It somehow survived the burning and destruction of Henry Morgan, probably as it was on the edge and was taken down and moved piece by piece to the then new Casco Viejo city
Looking out to Panama City (and the road) from Casco Viejo
It’s an up and coming area with many fashionable restaurants charging fancy prices. We weren’t terribly struck by it despite the hype insisting ‘most people fall in love with it within a few minutes’. We visited the Paseo de las Bovedas, the promontory on the end with old battlements and high walls  looking out to sea (and the road) and the Panama Canal Museum situated by the main square which was quite interesting (we got 10% off by showing our entrance tickets to the Miraflores Locks a few days ago and I got a seniors discount being over 55, which was half price, so we ended up paying US$10 for us both instead of US$20, plus US$3 for the audio commentary in  English - most of the displays were in Spanish). We paid the most we have ever paid for a tiny lunch that required the supplement of a cake from the supermarket, visited a printing shop so we could print out our flight boarding passes for the following day and summoned a Uber taxi back just as the rain started.

Can't remember why this church was destroyed in Casco Viejo but there is a story that the shallow arch here was viewed by the original builders of the Panama Canal as evidence that the ground was fairly stable as it had survived so long. In 2003 however it fell down and those bits of masonry on the floor are all that's left. It was rebuilt a few years later to the same design
Finally got a photo of the spiral building in Panama
We were up early the next day, took another Uber taxi to the main airport in the east of the city, glad we were not going the other way as it was jammed with cars of people heading into the city for the days work (50% of the population, 2 million people, live in Panama City), and caught the first leg of our trip to Managua, Nicaragua on a turbo-prop plane. The booking said we had only 30 minutes at San Jose, Costa Rica airport before taking off for Managua and we assumed we would stay on the plane while some people got off, others got on and it refuelled, but no. They could check our luggage right through but we had to change planes they said. It landed, they pulled all the luggage off, we had to get off, go through security again, walk very quickly to the new boarding gate, got on a bus which took us…..back to the same plane, where they reloaded our luggage and we got back on again, this time with a different crew.





The beautiful cathedral in the centre of Granada

Managua, the capital of Nicaragua is not a very safe place we were told, so we had booked a hotel in Granada, 43km SE of the city and on the shore of the giant Lake Nicaragua, arranging with the hotel to be collected by their driver, which worked really well (they sent a photo of him for security reasons).
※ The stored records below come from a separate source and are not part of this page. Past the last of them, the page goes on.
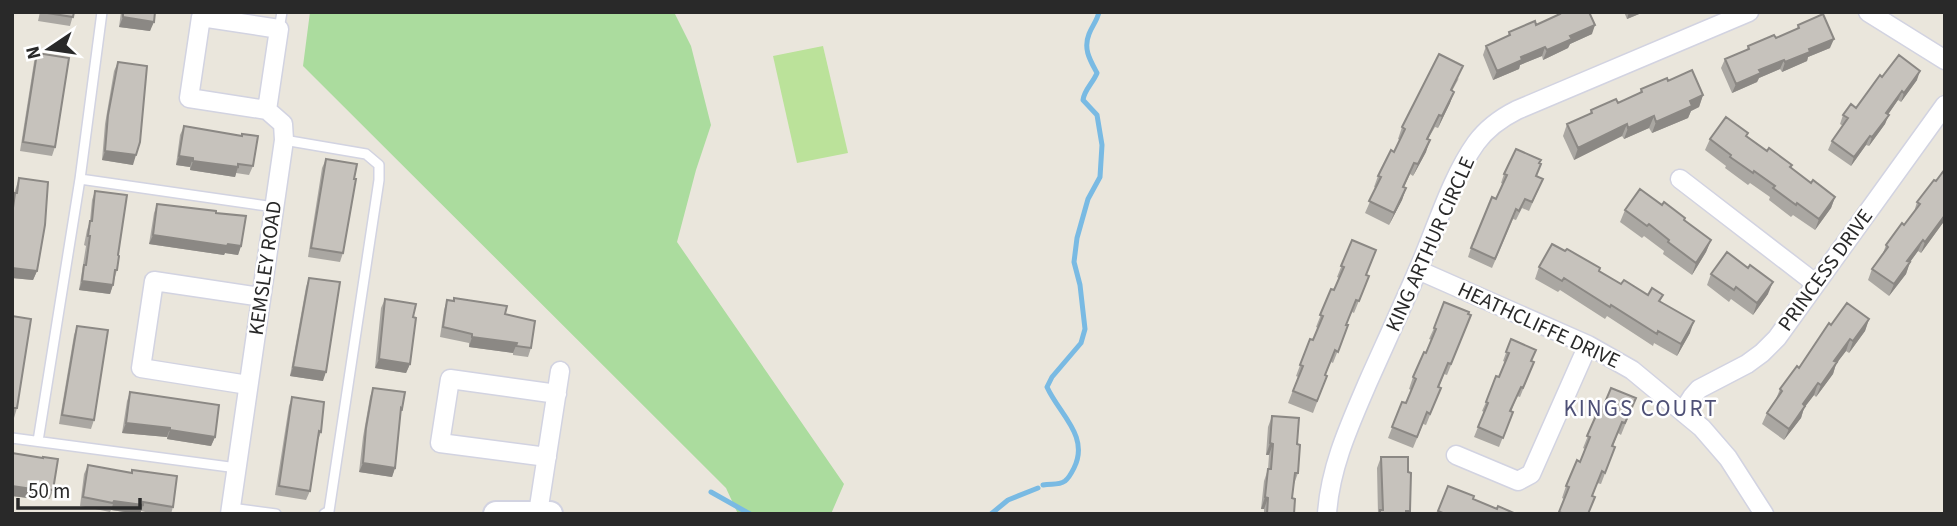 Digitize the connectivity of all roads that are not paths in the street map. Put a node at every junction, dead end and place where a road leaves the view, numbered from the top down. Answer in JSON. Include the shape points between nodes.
{"nodes":[{"id":1,"x":102,"y":12,"type":"edge"},
{"id":2,"x":1749,"y":12,"type":"edge"},
{"id":3,"x":1868,"y":12,"type":"edge"},
{"id":4,"x":281,"y":21,"type":"edge"},
{"id":5,"x":1945,"y":60,"type":"edge"},
{"id":6,"x":1945,"y":105,"type":"edge"},
{"id":7,"x":267,"y":110,"type":"junction"},
{"id":8,"x":284,"y":140,"type":"junction"},
{"id":9,"x":80,"y":179,"type":"junction"},
{"id":10,"x":1680,"y":179,"type":"dead end"},
{"id":11,"x":274,"y":207,"type":"junction"},
{"id":12,"x":1419,"y":270,"type":"junction"},
{"id":13,"x":1815,"y":283,"type":"junction"},
{"id":14,"x":261,"y":297,"type":"junction"},
{"id":15,"x":1588,"y":345,"type":"junction"},
{"id":16,"x":561,"y":371,"type":"dead end"},
{"id":17,"x":248,"y":385,"type":"junction"},
{"id":18,"x":557,"y":394,"type":"junction"},
{"id":19,"x":1684,"y":411,"type":"junction"},
{"id":20,"x":12,"y":438,"type":"edge"},
{"id":21,"x":38,"y":441,"type":"junction"},
{"id":22,"x":1456,"y":455,"type":"dead end"},
{"id":23,"x":547,"y":457,"type":"junction"},
{"id":24,"x":237,"y":468,"type":"junction"},
{"id":25,"x":230,"y":511,"type":"edge"},
{"id":26,"x":538,"y":513,"type":"edge"},
{"id":27,"x":276,"y":514,"type":"edge"},
{"id":28,"x":324,"y":514,"type":"edge"},
{"id":29,"x":496,"y":514,"type":"edge"},
{"id":30,"x":550,"y":514,"type":"edge"},
{"id":31,"x":1328,"y":514,"type":"edge"},
{"id":32,"x":1764,"y":514,"type":"edge"}],
"edges":[{"from":1,"to":9,"type":"lane"},
{"from":2,"to":12,"type":"street","name":"KING ARTHUR CIRCLE","via":[[1502,117],[1488,129],[1459,172]]},
{"from":3,"to":5,"type":"street"},
{"from":4,"to":7,"type":"street"},
{"from":4,"to":7,"type":"street","via":[[201,17],[189,98]]},
{"from":6,"to":13,"type":"street","name":"PRINCESS DRIVE"},
{"from":7,"to":8,"type":"street","via":[[283,124]]},
{"from":8,"to":11,"type":"street","name":"KEMSLEY ROAD"},
{"from":8,"to":28,"type":"lane","via":[[366,154],[379,164],[329,511]]},
{"from":9,"to":11,"type":"lane"},
{"from":9,"to":21,"type":"lane"},
{"from":10,"to":13,"type":"street"},
{"from":11,"to":14,"type":"street","name":"KEMSLEY ROAD"},
{"from":12,"to":15,"type":"street","name":"HEATHCLIFFE DRIVE"},
{"from":12,"to":31,"type":"street","name":"KING ARTHUR CIRCLE","via":[[1339,454]]},
{"from":13,"to":19,"type":"street","name":"PRINCESS DRIVE","via":[[1762,353],[1699,388]]},
{"from":14,"to":17,"type":"street","name":"KEMSLEY ROAD"},
{"from":14,"to":17,"type":"street","via":[[154,281],[152,293],[141,368]]},
{"from":15,"to":19,"type":"street","name":"HEATHCLIFFE DRIVE","via":[[1632,370]]},
{"from":15,"to":22,"type":"street","via":[[1531,474],[1518,481]]},
{"from":16,"to":18,"type":"street"},
{"from":17,"to":24,"type":"street","name":"KEMSLEY ROAD"},
{"from":18,"to":23,"type":"street"},
{"from":18,"to":23,"type":"street","via":[[450,379],[440,443]]},
{"from":19,"to":32,"type":"street","name":"HEATHCLIFFE DRIVE","via":[[1728,458]]},
{"from":20,"to":21,"type":"lane"},
{"from":21,"to":24,"type":"lane"},
{"from":23,"to":26,"type":"street"},
{"from":24,"to":25,"type":"street","name":"KEMSLEY ROAD"},
{"from":25,"to":27,"type":"lane"},
{"from":26,"to":29,"type":"street"},
{"from":26,"to":30,"type":"street"}]} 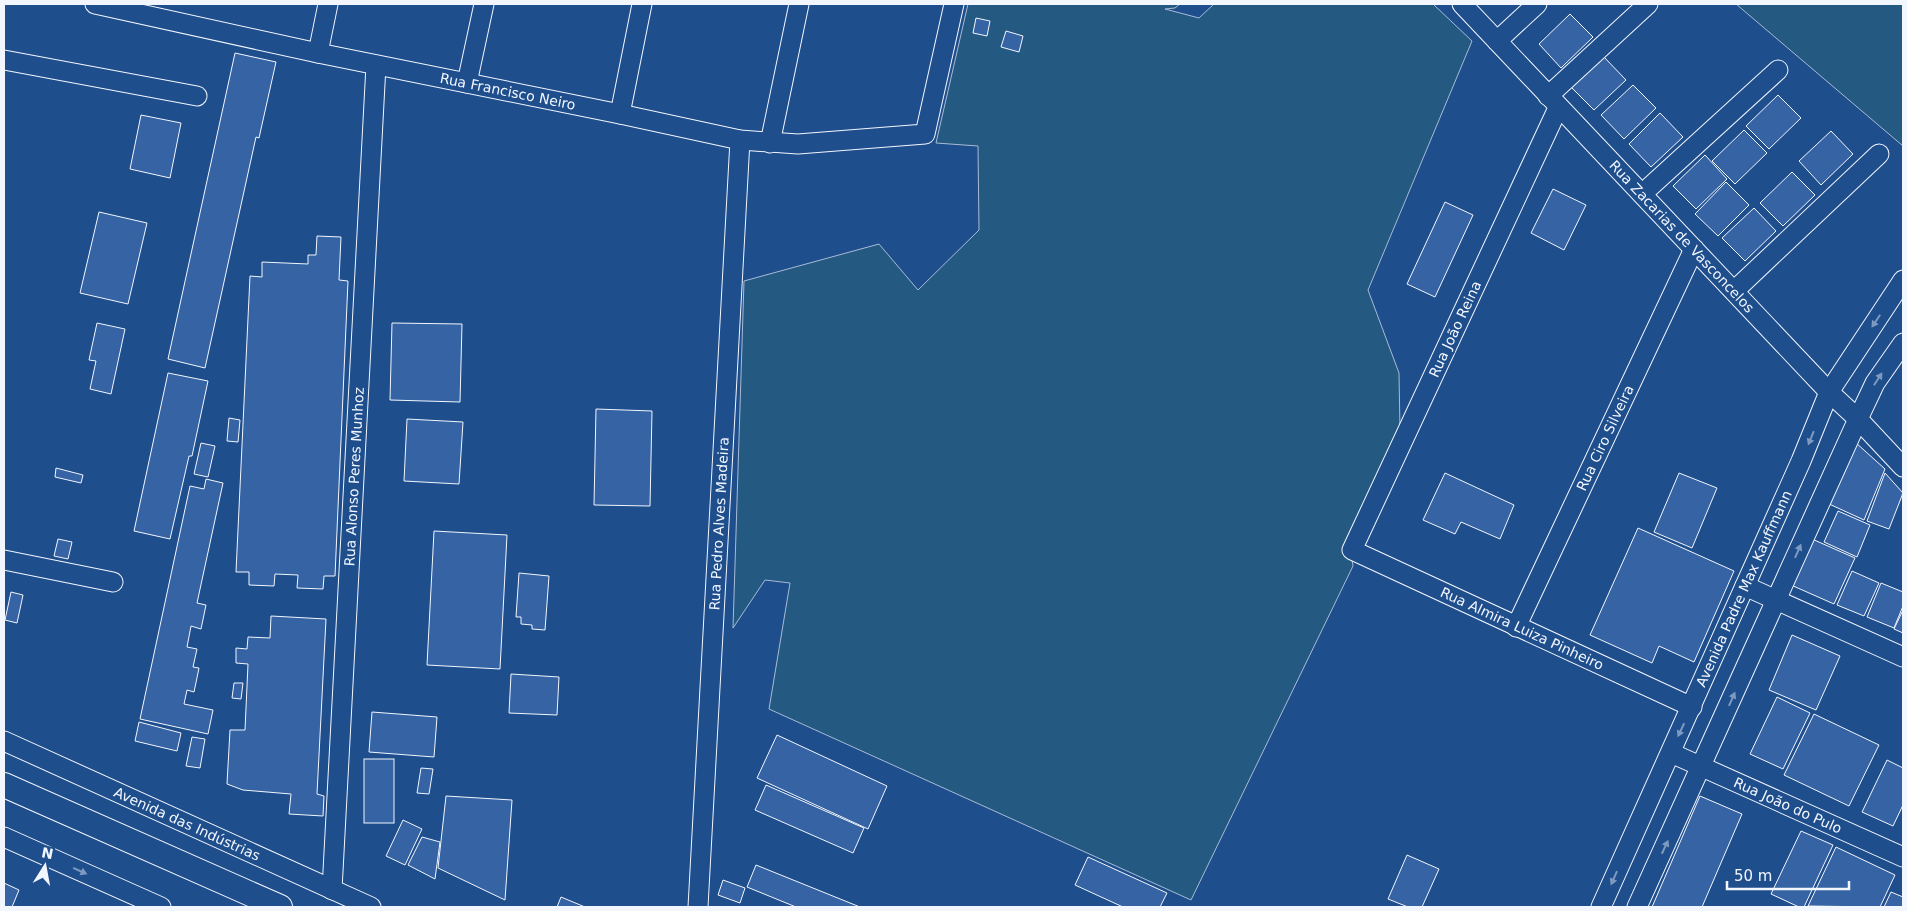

Walked out into the massive heat and humidity and checked into our room at the hotel that only has a fan, no air conditioning. 
Noahs ark scene on the roof of the cathedral
There is no escape from the heat – even at night with the fan on full blast and lying on top of the bed with no covers it’s barely comfortable enough (having said that, we have both slept really well the last two nights). From about 11:00am until after sunset it’s unbearable unless you can get out of the sun and/or there’s a breeze blowing which at least stops you suffocating! Other than that it’s fabulous!

Met Clare and Paul, a British 40 something couple from Bristol with houses let to students in Cardiff and travelling the world, who were staying in the room next to ours. Really nice couple and ended up spending quite a bit of time with them.

Jackie walking up the stairs to the belltower in the cathedral. We paid a man sitting at the bottom 60 Cordobas to go up - he may or may not have been anything to do with the cathedral, but he was very pleasant!
The view over Central Park and the city from the belltower
Granada’s nice, very beautiful buildings but very expensive . Nicaragua is a relatively cheap country but we’re in the tourist areas so prices are jacked up considerably to the prices tourists are used to paying at home and sensibly priced restaurants have to be hunted down. The small print on menus says ‘tax not included’ which ranges from 10% to 15% with some also adding a service charge on top of all that and, despite all that we were still asked at one café for a voluntary tip on top – I don’t think so!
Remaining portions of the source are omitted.